▸ **TASK INSTRUCTIONS**
Your task is to find every line of the listing that includes "مهاباد" and copy it.

▸ **MATERIAL PROVIDED**
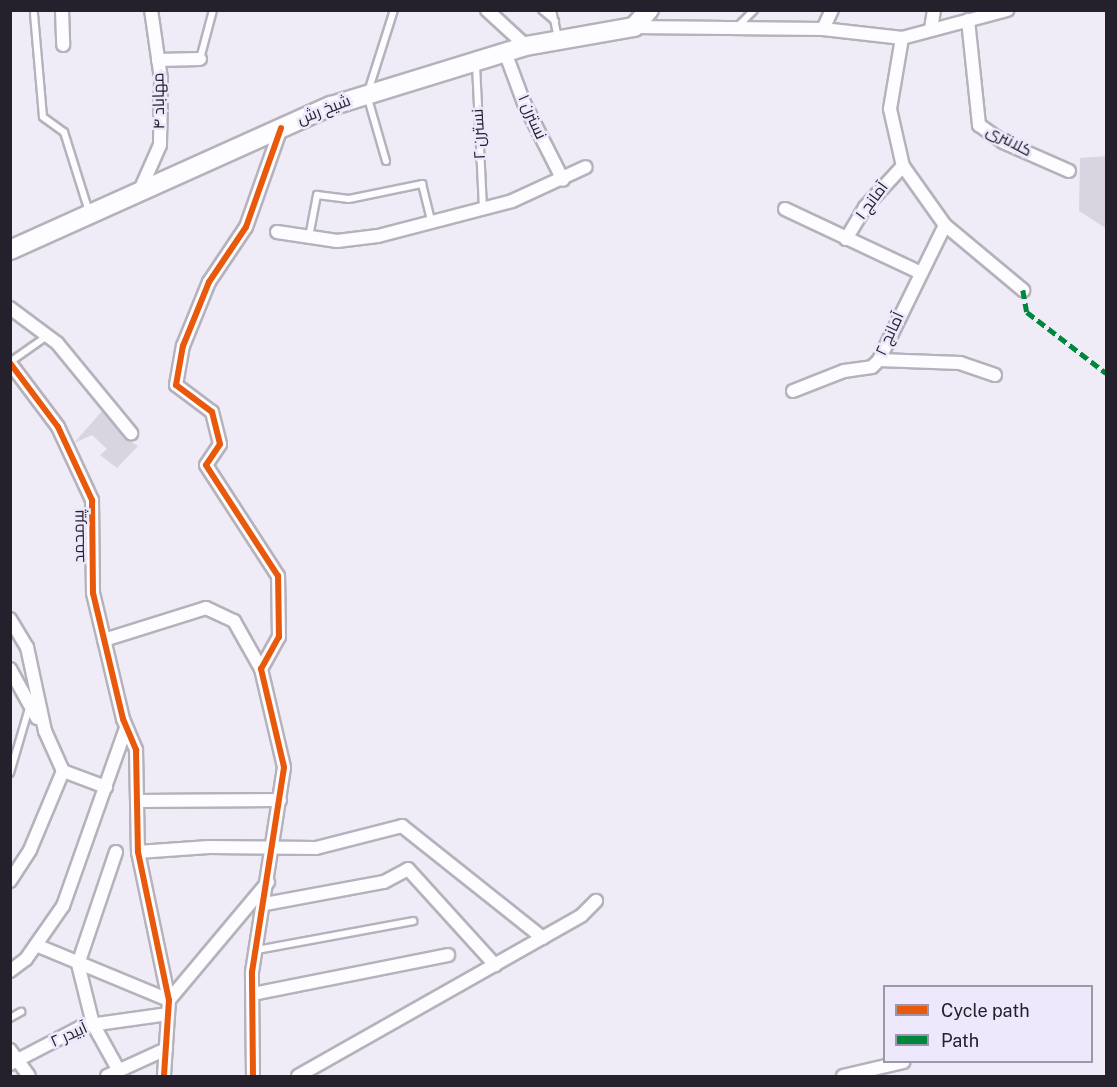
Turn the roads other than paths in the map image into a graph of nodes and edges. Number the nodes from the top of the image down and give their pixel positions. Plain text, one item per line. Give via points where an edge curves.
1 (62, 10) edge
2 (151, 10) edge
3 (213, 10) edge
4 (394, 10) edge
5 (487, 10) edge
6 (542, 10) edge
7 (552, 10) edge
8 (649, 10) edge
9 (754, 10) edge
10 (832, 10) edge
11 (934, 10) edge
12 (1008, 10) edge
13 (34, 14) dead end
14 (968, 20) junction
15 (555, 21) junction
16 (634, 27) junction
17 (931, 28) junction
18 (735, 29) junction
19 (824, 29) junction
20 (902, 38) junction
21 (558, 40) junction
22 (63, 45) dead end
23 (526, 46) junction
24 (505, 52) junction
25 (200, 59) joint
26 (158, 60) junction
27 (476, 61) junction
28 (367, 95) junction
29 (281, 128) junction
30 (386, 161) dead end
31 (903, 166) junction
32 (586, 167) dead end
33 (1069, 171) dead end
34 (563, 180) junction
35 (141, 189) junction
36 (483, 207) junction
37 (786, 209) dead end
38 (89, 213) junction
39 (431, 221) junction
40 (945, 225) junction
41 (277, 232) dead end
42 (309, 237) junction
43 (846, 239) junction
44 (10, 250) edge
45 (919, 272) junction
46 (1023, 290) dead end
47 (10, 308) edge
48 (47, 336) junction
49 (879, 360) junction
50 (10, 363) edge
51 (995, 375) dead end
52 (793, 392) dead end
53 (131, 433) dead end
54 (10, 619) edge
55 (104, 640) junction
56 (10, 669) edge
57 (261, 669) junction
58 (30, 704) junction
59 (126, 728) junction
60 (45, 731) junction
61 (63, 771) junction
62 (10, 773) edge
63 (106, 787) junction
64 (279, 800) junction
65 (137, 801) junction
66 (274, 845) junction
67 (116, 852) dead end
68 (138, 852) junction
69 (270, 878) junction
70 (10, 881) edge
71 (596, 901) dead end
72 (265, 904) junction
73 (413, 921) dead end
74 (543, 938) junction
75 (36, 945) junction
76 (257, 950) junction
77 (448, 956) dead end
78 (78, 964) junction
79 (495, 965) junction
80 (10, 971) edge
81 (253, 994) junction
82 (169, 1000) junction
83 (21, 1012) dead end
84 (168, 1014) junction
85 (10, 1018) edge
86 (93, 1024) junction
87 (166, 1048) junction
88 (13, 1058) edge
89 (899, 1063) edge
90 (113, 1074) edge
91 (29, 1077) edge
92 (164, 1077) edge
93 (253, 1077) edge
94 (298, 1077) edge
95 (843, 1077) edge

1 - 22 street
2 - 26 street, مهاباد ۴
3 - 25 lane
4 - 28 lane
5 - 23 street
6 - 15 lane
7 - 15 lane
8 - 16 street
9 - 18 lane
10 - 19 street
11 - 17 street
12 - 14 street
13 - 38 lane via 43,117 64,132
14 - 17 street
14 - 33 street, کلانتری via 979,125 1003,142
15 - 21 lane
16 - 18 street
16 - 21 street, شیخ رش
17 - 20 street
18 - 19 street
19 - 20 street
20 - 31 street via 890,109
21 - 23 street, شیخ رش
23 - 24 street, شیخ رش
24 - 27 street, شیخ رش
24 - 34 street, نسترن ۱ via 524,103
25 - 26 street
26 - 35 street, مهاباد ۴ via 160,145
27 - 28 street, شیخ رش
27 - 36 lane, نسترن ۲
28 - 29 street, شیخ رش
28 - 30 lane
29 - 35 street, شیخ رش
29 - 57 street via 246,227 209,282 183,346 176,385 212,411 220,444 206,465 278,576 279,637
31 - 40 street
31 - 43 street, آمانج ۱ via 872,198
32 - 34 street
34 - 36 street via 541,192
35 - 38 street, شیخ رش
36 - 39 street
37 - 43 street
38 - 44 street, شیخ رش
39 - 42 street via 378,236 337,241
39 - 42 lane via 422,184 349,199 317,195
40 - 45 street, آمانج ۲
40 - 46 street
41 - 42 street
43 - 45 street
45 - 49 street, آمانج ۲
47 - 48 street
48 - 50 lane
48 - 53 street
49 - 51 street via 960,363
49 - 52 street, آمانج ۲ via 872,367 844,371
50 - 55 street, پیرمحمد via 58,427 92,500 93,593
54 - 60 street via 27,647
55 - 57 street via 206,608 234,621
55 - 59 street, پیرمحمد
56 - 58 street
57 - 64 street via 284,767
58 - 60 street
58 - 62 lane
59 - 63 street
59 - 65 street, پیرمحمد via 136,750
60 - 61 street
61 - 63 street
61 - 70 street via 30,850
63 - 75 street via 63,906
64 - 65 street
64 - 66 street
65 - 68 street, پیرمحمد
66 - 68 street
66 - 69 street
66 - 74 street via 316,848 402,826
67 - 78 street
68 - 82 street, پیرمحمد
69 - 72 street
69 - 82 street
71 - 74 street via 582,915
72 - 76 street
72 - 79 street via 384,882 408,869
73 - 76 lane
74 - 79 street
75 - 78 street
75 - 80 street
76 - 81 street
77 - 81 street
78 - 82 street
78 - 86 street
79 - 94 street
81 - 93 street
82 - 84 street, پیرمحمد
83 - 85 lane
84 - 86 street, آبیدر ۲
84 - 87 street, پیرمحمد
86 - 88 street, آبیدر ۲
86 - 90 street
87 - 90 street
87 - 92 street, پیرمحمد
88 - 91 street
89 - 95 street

▸ **ANSWER SPACE**
2 - 26 street, مهاباد ۴
26 - 35 street, مهاباد ۴ via 160,145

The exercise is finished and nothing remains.